I worked in an office building called Twin Towers—a four-story structure in a Pittsburgh suburb. We bought and sold raw materials for the chemical and steel industries. I was the Customer Service Manager. Nothing heroic. I remember hating that our office building was called Twin Towers. What was once a cliché name for any paired buildings like ours became taboo, became a way to thieve drama from someone else’s reality.

Calls came to the office urging us to get to a television. A plane had flown into the World Trade Center, we were told. We thought it was an accident. Everyone crowded into the conference room and we watched on our clunky analog TV.

We watch the plane fly into the second tower.

I have replayed it in my mind more often than they ever can on television. I don’t need to watch the news to remember. I will never forget.
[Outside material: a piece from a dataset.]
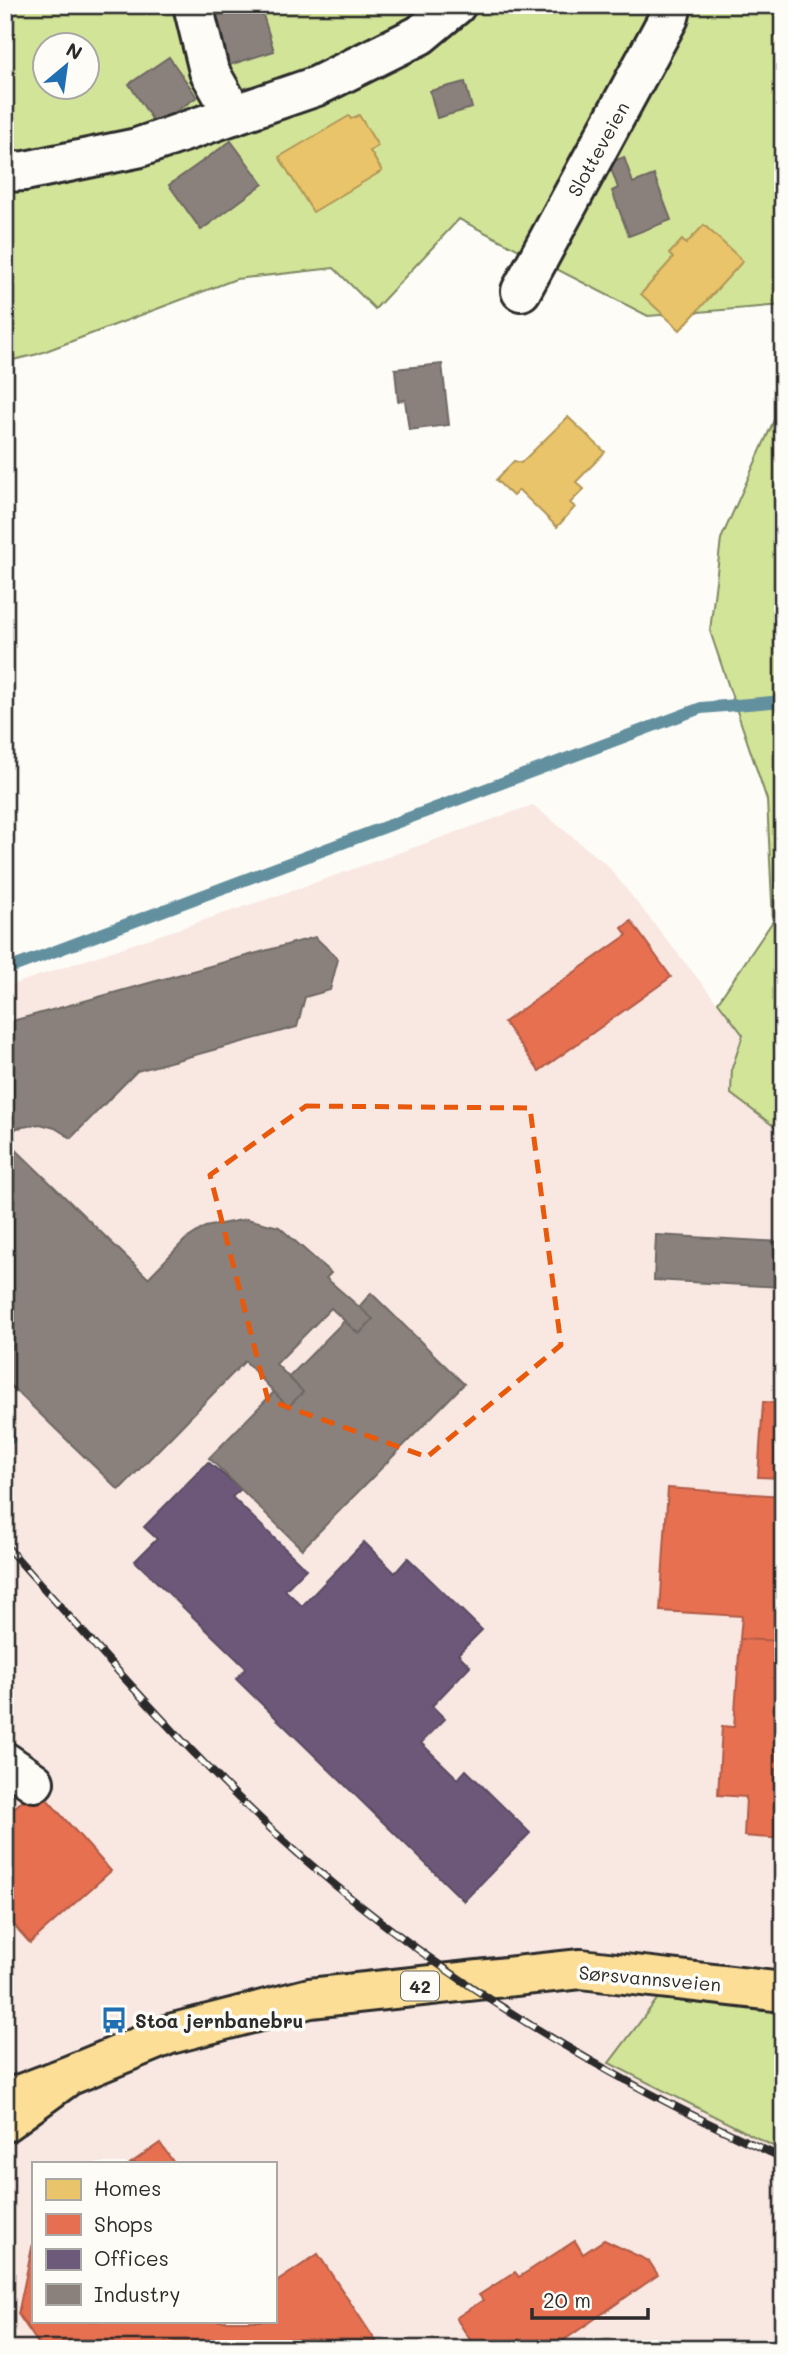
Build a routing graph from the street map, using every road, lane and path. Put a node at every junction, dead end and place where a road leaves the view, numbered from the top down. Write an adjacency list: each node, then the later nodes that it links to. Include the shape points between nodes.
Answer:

That morning, we also heard about a plane somewhere over Pennsylvania.
Over us.

We learned that a plane flew into the Pentagon. I thought—as we watched the television, heard about the Pentagon plane, heard about the plane over Pennsylvania, over our heads—I thought about the people, the hijackers, and we talked about our air force jets, rushing to shoot it down.

Was this a thought brought to us by television, or did we come to that conclusion on our own?

I remember wondering if it took off from Pittsburgh, because somehow it mattered. Is it because there might have been locals on the plane? Is it because it meant our airport isn’t secure? We heard about a plane somewhere over Pennsylvania and I thought about how some young boy would have to shoot civilians from the sky. Would he wonder if he knows anyone on board?

In this office, where I played a management role, I tried not to overreact. I thought I must not overreact. I cried at commercials and movies, but this…I… must force stoicism, distance. I was in a movie, playing the part of manager, of employee, of level-headed woman. This was not real.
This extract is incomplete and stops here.